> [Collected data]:

· · ·

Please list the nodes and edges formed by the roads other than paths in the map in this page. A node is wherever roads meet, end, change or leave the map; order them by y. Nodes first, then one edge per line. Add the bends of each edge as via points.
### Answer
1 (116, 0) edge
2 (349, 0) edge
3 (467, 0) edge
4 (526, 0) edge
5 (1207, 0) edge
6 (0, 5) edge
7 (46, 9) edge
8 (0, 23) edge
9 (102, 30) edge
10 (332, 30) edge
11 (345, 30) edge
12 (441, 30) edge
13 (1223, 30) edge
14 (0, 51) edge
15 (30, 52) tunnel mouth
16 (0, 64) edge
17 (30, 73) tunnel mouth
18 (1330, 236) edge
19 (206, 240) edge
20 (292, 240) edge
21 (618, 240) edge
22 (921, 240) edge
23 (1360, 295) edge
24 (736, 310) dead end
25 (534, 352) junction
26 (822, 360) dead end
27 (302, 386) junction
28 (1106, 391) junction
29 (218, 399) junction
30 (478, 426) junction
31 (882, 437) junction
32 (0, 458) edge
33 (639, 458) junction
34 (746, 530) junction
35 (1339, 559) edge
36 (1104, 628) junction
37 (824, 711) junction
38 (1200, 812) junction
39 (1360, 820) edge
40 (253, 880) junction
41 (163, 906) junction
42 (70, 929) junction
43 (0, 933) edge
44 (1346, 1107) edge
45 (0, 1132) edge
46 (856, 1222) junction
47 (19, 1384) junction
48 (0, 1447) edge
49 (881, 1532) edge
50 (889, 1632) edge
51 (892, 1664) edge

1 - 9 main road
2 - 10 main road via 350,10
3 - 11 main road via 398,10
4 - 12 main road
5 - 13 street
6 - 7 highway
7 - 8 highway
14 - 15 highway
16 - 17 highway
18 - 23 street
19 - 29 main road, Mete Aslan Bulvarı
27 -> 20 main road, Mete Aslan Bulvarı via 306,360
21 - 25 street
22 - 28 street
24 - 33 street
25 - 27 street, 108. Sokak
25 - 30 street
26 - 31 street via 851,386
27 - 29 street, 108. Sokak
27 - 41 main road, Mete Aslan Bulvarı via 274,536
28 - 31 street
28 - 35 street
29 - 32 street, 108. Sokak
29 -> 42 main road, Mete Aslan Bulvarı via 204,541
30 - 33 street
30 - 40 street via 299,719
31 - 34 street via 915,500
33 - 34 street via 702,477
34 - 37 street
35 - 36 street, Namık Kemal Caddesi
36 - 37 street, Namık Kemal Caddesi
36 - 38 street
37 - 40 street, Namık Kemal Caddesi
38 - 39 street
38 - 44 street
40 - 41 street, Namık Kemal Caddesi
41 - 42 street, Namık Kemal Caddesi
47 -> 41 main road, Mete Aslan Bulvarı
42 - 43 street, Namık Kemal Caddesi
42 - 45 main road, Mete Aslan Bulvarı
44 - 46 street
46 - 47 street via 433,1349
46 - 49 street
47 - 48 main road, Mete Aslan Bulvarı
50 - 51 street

· · ·

Return every line above that contains the word "highway".

> [EXERCISE RESPONSE]:
6 - 7 highway
7 - 8 highway
14 - 15 highway
16 - 17 highway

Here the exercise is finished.